# Drywall Talk FOUR YEARS LATER



## Mudshark (Feb 8, 2009)

Four years since Nathan started Drywall Talk.


HAPPY BIRTHDAY

http://www.drywalltalk.com/f2/welcome-drywalltalk-com-2/


----------



## bmitch (Dec 10, 2011)

hats off to you fellas who put this site together.i fell onto this site by accident a short time ago ,totally impressed with the quality of imformation ,and the profesionalism shared here.


----------



## E.K Taper (Jun 15, 2011)

b said:


> hats off to you fellas who put this site together.i fell onto this site by accident a short time ago ,totally impressed with the quality of imformation ,and the profesionalism shared here.


 
Are you sure it was THIS site you were on??? These guys aint got a scooby about taping..........
:whistling2:


----------



## Mudshark (Feb 8, 2009)

E.K Taper said:


> Are you sure it was THIS site you were on??? These guys aint got a scooby about taping..........
> :whistling2:


Especially those that use mesh tape.


----------



## moore (Dec 2, 2010)

Fiberglass fibers were invented by Russell Games Slayter of Owens-Corning in 1938, and in 1971, the New York Wire Co. began manufacturing fiberglass mesh. It wasn't incorporated into the drywall industry until the late 1980s, but today a number of companies, including New York Wire and United States Gypsum, manufacture fiberglass mesh tape for use with drywall.


*Features*


Fiberglass mesh tape for drywall is quite different from the paper tape that has been traditionally used in the industry. Whereas paper tape is solid, fiberglass mesh is a lattice of fiberglass strands that resembles, but is much more flexible than, metal mesh.
Patching compound easily passes through the mesh while adhering at the same time. The result is a reinforced joint that is pliable, yet strong. Moreover, fiberglass tape is manufactured with a weak adhesive so it will stick to the seam without the need for a primary coat of patching compound.


*Benefits*


Because fiberglass mesh is self-adhering, the drywall installer can, in theory, tape seams faster. He only has to stick the tape to the drywall, then cover it with a top-coat. When using paper tape, on the other hand, he has to spread patching compound before laying the tape. For large jobs, this can save a significant amount of time.
Moreover, because the patching compound penetrates the mesh, the risk of bubbling and lifting is eliminated. The mesh holds the patching compound in a pliable, strong unit in the same way that wire mesh holds concrete.


*Expert Insight*


Some contractors do not recommend fiberglass tape for drywall seams. Builder Edwin Brown, on his website Plaster Wall Ceiling Solutions.com, cautions that hairline cracks often develop on seams taped with it because it is too flexible to prevent ordinary drywall joint compound from cracking over time as the walls move and the house settles.
He notes that that you should use a setting type of joint compound with fiberglass tape, and USG recommends this on their website. Unfortunately, many builders do not conform to this specification, and the result, according to Brown, is a seam that has to be retaped after a few years.


*Considerations*


Brown recommends the use of fiberglass tape for use on plaster veneered walls but not on drywall seams. Many builders do recommend fiberglass tape, but it is important to note that scraping the first coat of mud across fiberglass tape can be trying because it is easy to dislodge with the drywall blade. Hence, it is easier to use it for taping flat seams than it is for inside corners.
If you plan to use fiberglass tape, be prepared to use a type of joint compound that sets, and take some time to learn how to scrape it properly. Once you have mastered the scraping technique, you may save time in the application.
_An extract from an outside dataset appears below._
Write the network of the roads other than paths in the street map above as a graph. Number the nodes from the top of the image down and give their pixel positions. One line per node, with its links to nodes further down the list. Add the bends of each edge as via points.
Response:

Read more: Fiberglass Drywall Tape Facts | eHow.com http://www.ehow.com/about_6388165_fiberglass-drywall-tape.html#ixzz1kKjRJO4I


----------



## Mudshark (Feb 8, 2009)

WTF - are you doing infomercials now moore ? :sneaky2:


----------



## moore (Dec 2, 2010)

I figured I would just go ahead ,,and nip It at the bud..


----------



## Mudshark (Feb 8, 2009)

*ok*

:surrender: :shutup:


----------



## 2buckcanuck (Jul 9, 2010)

happy birthday Drywall Talk:thumbup:

maybe in celebration, Nathan can fix the Calendar


----------



## DETROIT ROCK (May 27, 2011)

There are many video on the web of the mesh you talk of search mesh is for pussys Google video.
If you add the apostrophe you will not get the results you are looking for.


----------



## moore (Dec 2, 2010)

DETROIT ROCK said:


> There are many video on the web of the mesh you talk of search mesh is for pussys Google video.
> If you add the apostrophe you will not get the results you are looking for.
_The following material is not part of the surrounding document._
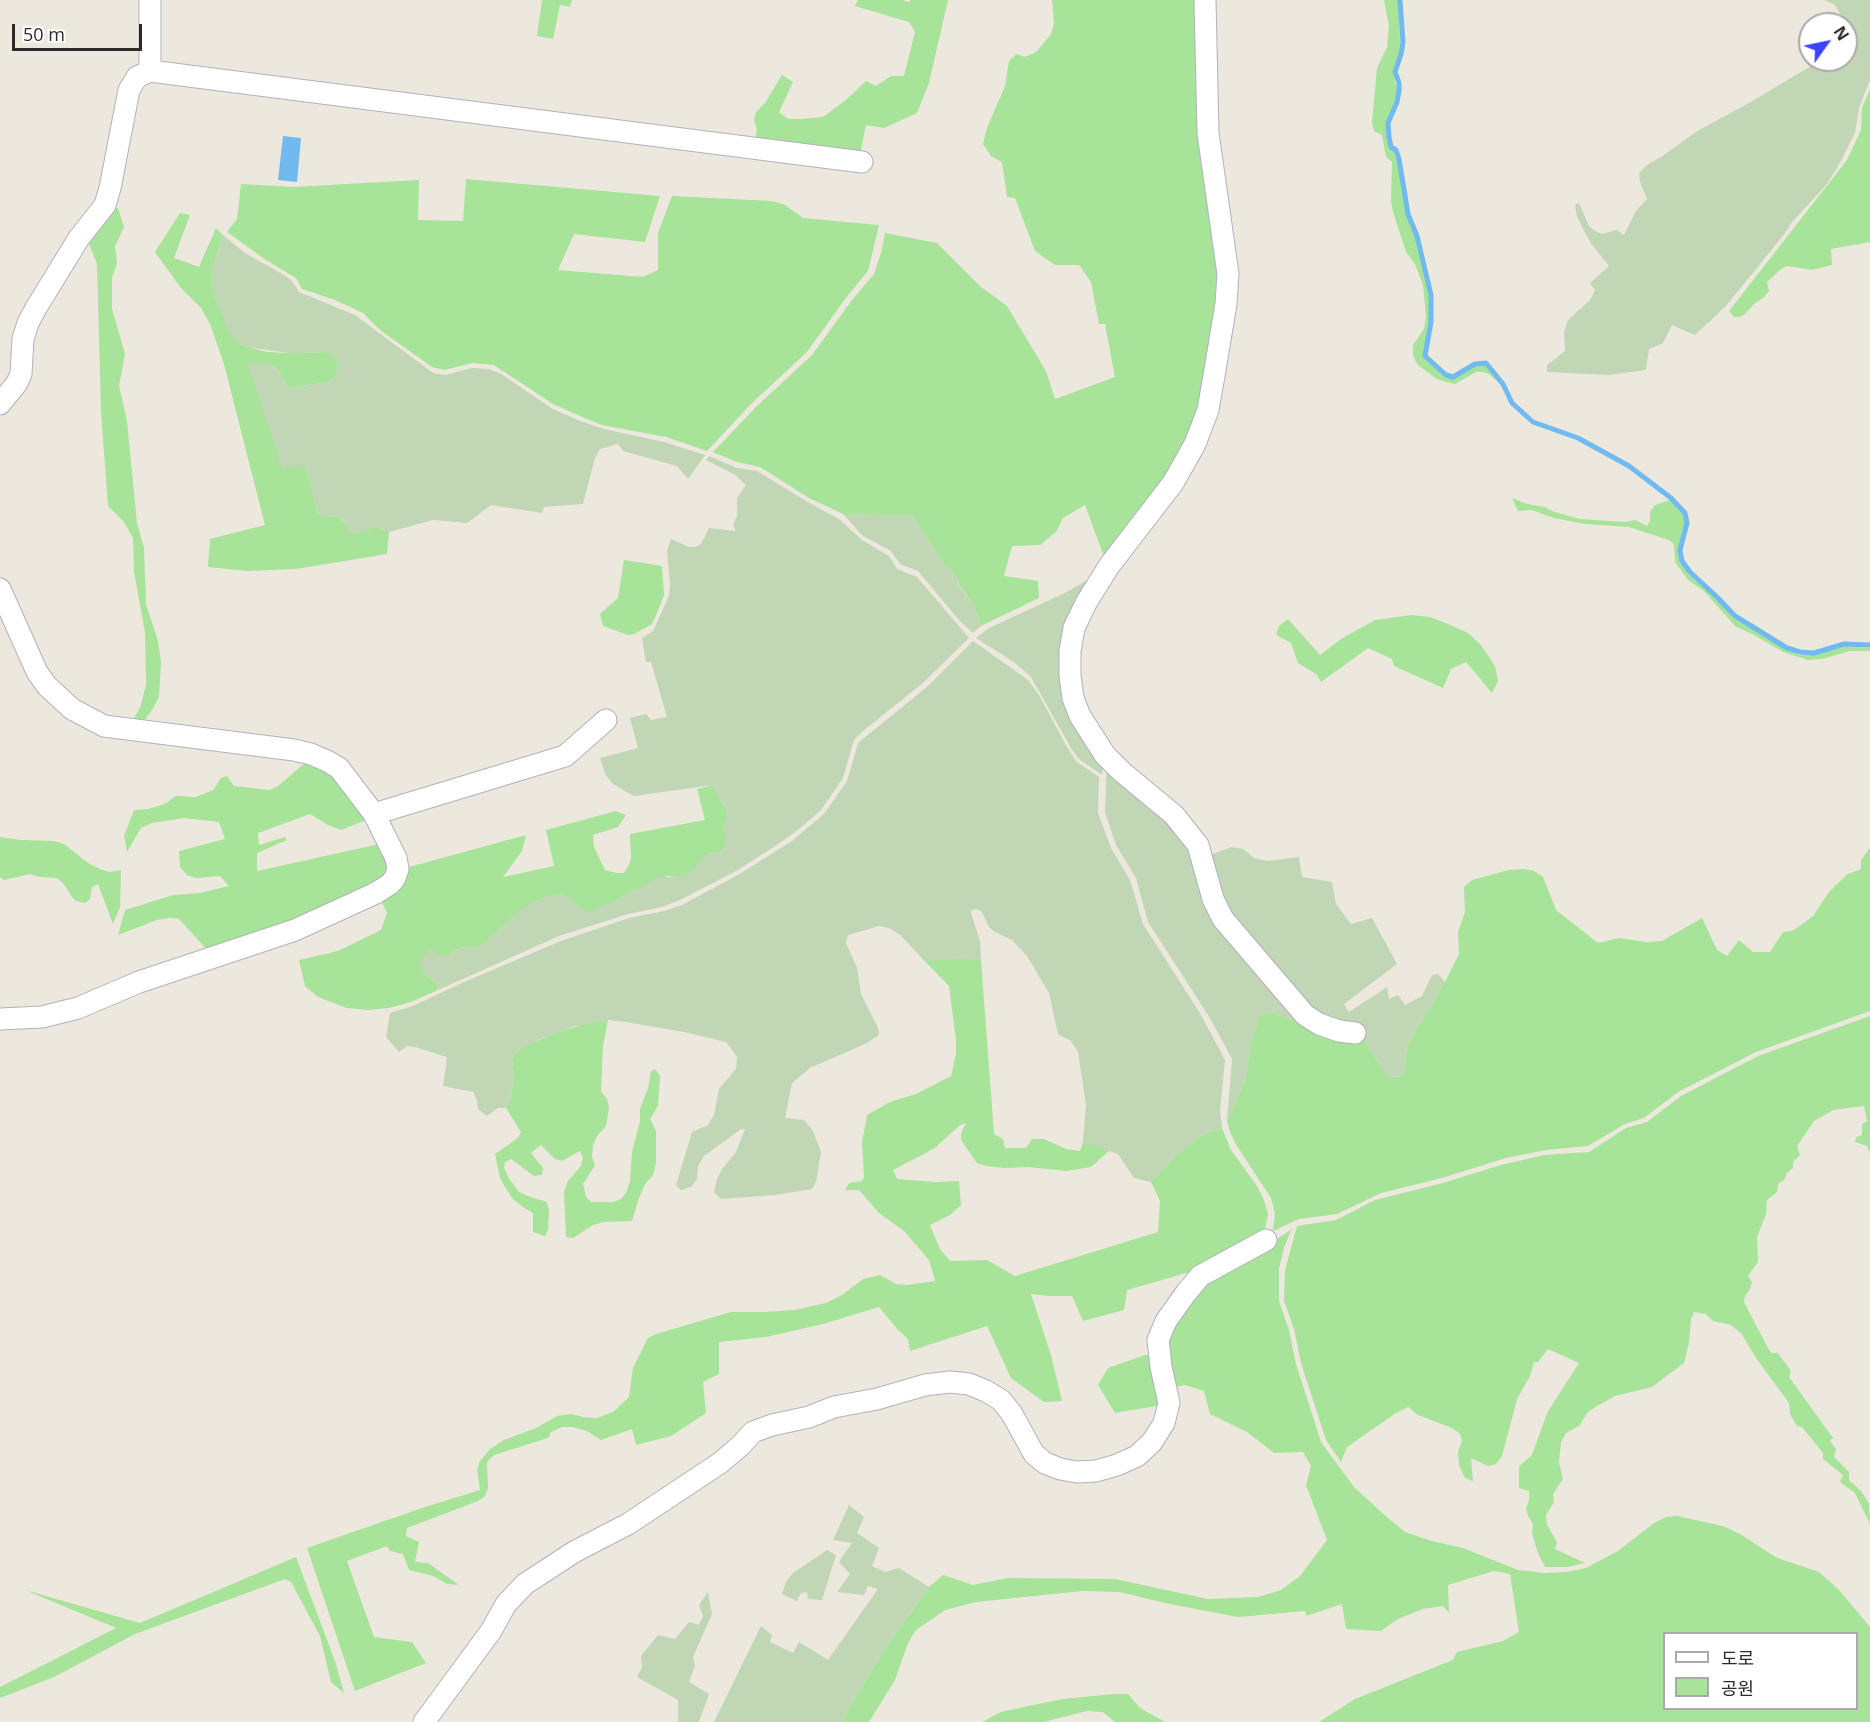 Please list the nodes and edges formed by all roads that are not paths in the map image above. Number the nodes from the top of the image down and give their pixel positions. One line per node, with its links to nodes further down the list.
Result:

 Do they have any videos on how to use real drywall tape?


----------



## moore (Dec 2, 2010)

2buckcanuck said:


> happy birthday Drywall Talk:thumbup:
> 
> maybe in celebration, Nathan can fix the Calendar


 ..and he only makes $4 a day.. Thanks Nathan!!:thumbsup::thumbsup:


----------



## DETROIT ROCK (May 27, 2011)

Did you do the search as instructed.


----------



## 2buckcanuck (Jul 9, 2010)

DETROIT ROCK said:


> There are many video on the web of the mesh you talk of search mesh is for pussys Google video.
> If you add the apostrophe you will not get the results you are looking for.


I googled "mesh is for pussys" all I found was new p0rn sites

Thanks Detroit rock :thumbup::thumbsup:


----------



## moore (Dec 2, 2010)

You da man!!!!


----------



## Mudshark (Feb 8, 2009)

2buckcanuck said:


> happy birthday Drywall Talk:thumbup:
> 
> maybe in celebration, Nathan can fix the Calendar


Maybe Nathan if you are paying attention you can also fix the function in photos so that you can see beyond page 1


----------